More Canadians would likely quit smoking if they had group insurance coverage for smoking cessation products, a report by the Cancer Advocacy Coalition of Canada (CACC) says.

In its review of the economic impact of smoking in Canada, the advocacy group urged the adoption of smoking cessation coverage by employers as a low-cost and effective way to reduce incidence rates of cancer.

According to the CACC, Canada has a “postal code lottery of cancer prevention” where the availability of smoking cessation modalities varies widely by province and by employers.  The group was particularly critical of Newfoundland & Labrador and New Brunswick, neither of which has directed public funding toward nicotine replacement products or smoking cessation drugs.  Coverage for these products is available in the other provinces and territories.  However, coverage maximums and treatment durations vary considerably by jurisdiction.  

“An estimated 53 per cent of Canadians have prescription drug coverage through publicly funded plans,” according to a CACC report entitled Discrepancies in public and private funding for smoking cessation products.  “Persons who are not eligible for provincial drug plans may rely on group benefits offered by their employer or a family member’s employer, if such a benefit exists and the employee is eligible.”

However, the group adds, restrictions by insurers, such as plan deductibles, co-payments, annual or lifetime caps or exclusions prevent many individuals from taking full advantage of drug benefit plans to help them quit smoking.

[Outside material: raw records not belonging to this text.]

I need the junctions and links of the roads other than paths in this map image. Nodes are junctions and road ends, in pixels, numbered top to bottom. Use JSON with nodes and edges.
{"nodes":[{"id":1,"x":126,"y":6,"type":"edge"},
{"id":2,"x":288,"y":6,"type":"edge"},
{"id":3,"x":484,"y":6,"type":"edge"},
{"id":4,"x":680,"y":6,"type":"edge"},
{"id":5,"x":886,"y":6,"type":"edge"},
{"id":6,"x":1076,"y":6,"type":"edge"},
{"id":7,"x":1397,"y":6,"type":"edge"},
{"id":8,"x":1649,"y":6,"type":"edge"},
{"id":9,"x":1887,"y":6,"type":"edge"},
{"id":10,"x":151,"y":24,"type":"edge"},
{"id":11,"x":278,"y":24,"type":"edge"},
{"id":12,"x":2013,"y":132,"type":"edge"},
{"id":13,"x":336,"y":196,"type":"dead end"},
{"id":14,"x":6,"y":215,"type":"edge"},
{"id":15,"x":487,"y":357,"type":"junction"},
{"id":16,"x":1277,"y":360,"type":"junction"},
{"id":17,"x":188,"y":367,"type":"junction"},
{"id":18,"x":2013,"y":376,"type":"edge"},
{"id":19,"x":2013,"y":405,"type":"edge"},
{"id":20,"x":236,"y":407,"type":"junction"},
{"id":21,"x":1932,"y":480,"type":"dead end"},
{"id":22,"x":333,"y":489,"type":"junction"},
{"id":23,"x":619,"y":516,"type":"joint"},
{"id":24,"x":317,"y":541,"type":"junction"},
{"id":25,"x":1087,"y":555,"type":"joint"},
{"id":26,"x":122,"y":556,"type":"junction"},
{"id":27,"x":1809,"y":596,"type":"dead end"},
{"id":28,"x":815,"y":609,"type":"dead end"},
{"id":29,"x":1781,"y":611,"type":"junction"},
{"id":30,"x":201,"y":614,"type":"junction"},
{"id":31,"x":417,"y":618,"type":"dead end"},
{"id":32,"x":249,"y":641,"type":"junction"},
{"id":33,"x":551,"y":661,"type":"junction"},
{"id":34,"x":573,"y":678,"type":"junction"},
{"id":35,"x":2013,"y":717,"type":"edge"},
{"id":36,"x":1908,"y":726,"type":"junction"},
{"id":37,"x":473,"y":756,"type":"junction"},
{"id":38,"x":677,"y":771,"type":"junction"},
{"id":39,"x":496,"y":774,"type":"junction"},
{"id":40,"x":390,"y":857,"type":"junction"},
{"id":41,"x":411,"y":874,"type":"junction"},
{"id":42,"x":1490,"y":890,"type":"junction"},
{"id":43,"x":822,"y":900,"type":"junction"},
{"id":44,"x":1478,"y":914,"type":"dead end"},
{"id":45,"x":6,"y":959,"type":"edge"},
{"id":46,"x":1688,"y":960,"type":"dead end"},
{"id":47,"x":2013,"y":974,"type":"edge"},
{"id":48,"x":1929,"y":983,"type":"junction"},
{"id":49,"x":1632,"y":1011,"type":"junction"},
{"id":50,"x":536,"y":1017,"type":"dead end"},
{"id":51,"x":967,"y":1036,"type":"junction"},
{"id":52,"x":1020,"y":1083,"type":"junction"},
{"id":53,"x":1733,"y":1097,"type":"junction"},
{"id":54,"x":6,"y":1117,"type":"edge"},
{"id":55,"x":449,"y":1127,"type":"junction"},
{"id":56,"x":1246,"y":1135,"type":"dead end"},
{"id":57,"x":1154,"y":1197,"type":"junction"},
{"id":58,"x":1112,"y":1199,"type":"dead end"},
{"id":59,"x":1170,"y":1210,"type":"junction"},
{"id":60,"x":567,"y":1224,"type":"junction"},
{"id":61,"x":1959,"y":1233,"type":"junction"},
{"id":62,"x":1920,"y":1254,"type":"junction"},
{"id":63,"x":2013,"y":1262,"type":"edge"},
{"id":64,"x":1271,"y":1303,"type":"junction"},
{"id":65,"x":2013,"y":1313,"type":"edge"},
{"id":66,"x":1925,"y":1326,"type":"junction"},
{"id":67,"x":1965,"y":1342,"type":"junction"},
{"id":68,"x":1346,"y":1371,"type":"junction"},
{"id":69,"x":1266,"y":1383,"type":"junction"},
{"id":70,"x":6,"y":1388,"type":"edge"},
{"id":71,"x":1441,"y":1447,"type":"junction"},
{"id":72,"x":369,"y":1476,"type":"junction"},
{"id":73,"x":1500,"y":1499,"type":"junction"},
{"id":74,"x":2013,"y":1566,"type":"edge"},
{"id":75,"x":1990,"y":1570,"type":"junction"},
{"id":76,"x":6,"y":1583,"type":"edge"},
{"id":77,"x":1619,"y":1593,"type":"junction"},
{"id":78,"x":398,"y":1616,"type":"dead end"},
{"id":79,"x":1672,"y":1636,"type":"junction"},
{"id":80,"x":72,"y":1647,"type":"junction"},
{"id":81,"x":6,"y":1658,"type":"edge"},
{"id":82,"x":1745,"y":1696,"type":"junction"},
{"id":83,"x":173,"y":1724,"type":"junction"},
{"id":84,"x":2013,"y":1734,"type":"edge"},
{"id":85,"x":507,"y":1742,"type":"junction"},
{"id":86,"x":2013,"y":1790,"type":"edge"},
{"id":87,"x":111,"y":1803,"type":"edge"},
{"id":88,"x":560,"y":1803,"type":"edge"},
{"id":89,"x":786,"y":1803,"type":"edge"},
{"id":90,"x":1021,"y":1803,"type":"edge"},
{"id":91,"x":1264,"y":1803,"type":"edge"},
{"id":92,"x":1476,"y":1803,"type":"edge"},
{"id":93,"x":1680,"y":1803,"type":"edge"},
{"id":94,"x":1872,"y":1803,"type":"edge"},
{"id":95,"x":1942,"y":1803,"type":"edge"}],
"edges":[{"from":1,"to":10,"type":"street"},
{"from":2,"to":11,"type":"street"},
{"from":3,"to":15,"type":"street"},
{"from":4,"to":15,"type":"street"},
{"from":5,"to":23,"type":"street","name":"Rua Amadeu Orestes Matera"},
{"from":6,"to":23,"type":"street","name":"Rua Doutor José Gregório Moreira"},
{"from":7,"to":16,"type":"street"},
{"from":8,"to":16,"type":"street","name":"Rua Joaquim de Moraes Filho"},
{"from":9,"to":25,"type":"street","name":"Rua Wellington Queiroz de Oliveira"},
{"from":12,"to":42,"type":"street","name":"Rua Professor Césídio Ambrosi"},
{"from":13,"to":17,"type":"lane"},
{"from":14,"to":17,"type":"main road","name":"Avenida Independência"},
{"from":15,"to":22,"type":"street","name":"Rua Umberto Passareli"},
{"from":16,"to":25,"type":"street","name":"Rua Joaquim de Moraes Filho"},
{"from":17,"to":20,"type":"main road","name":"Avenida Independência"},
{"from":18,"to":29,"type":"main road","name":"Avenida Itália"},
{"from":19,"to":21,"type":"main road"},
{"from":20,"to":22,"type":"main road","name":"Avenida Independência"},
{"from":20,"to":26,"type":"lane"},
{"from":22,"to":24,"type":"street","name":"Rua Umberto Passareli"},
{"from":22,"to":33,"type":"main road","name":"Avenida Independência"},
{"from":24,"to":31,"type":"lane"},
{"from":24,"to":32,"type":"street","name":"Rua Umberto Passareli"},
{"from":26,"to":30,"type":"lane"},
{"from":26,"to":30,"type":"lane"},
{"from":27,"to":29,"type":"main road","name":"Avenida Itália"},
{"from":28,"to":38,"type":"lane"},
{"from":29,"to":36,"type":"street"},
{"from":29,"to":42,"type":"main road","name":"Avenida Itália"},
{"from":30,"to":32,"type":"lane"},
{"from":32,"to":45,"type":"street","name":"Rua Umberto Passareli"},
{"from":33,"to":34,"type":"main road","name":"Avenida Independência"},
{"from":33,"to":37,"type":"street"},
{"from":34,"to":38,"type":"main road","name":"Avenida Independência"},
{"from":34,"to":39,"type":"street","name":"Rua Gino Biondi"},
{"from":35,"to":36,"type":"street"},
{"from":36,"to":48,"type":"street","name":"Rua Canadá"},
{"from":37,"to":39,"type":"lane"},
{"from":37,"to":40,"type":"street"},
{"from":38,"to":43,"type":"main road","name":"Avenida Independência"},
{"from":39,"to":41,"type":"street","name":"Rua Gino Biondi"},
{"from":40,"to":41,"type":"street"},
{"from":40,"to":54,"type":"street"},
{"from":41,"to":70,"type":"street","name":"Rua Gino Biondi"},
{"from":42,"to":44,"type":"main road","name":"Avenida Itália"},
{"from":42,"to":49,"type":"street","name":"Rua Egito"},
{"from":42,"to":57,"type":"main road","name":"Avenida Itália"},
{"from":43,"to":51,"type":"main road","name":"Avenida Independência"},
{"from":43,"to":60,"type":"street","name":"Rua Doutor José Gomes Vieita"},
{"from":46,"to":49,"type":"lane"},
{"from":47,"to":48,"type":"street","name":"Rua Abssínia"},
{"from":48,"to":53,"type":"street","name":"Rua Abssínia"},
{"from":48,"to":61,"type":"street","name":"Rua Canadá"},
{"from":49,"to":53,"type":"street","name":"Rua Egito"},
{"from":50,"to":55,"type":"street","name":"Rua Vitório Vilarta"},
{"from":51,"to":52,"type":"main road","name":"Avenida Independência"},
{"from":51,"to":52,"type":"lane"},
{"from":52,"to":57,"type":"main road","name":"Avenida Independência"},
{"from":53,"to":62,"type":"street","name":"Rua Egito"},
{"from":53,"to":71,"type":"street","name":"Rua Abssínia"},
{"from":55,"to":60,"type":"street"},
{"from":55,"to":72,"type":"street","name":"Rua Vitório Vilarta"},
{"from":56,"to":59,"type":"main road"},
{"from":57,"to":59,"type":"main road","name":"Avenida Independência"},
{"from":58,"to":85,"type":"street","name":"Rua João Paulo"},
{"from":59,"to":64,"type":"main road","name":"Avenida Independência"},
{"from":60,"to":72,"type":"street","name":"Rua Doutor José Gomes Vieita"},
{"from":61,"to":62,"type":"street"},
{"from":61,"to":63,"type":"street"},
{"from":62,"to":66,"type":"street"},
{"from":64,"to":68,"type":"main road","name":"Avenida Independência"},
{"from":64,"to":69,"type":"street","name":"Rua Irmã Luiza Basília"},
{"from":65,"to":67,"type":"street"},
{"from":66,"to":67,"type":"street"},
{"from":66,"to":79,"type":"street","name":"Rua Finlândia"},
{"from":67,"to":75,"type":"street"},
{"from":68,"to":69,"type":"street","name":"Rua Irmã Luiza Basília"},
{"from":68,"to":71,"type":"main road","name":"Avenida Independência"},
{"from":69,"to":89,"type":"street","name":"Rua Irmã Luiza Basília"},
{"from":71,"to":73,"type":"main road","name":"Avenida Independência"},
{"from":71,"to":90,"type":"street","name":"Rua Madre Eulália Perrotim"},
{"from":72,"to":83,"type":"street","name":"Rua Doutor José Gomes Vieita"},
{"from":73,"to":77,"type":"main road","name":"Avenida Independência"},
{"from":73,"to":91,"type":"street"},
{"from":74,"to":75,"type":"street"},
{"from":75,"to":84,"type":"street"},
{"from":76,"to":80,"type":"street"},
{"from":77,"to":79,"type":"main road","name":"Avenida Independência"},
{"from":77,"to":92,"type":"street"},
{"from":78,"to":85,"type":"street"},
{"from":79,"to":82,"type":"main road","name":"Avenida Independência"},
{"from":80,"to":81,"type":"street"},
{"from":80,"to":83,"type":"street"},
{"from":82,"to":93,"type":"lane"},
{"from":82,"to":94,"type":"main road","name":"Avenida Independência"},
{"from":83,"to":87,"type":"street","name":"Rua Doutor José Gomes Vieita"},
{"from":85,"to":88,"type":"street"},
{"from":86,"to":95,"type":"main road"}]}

However, in areas such as Atlantic Canada, where fewer employers offer group drug coverage, the opportunity to take advantage of smoking cessation products or medications is especially limited.

“The majority of the uninsured reside in Atlantic Canada, where an estimated 24 to 30 per cent of the population does not have public or private drug insurance,” the CACC report notes. “What remains clear is that access to smoking cessation products through private insurance is inconsistent and depends greatly upon where you live and your employer’s choice of plans.”

The CACC report also focuses on the anomalies within the public health care system.  For example, Ontario spends $10-15 million per year on the smoking cessation medications bupropion (commonly marketed as Zyban®) and varenicline (Champix®), yet spends $1.6 billion annually on tobacco-related illnesses.  Directing more money to products and medications that help current smokers to stop smoking could result in large savings for the public health system, it says.

“The expenditure needed for coverage of smoking cessation pharmacotherapy is very small compared to the billions of dollars’ worth of prescription drugs covered by private insurers for the treatment of smoking-related illnesses,” the CACC reports concludes.

The costs of smoking

Following are some of the costs of smoking, according to the Cancer Advocacy Coalition of Canada:

  • 21 per cent of deaths in Canada are related to smoking.
  • Costs incurred by Canadian employers due to increased absenteeism, higher life and health insurance premiums and decreased productivity:  $4 billion annually.
  • Lost income resulting from premature deaths from smoking:  $6.4 billion.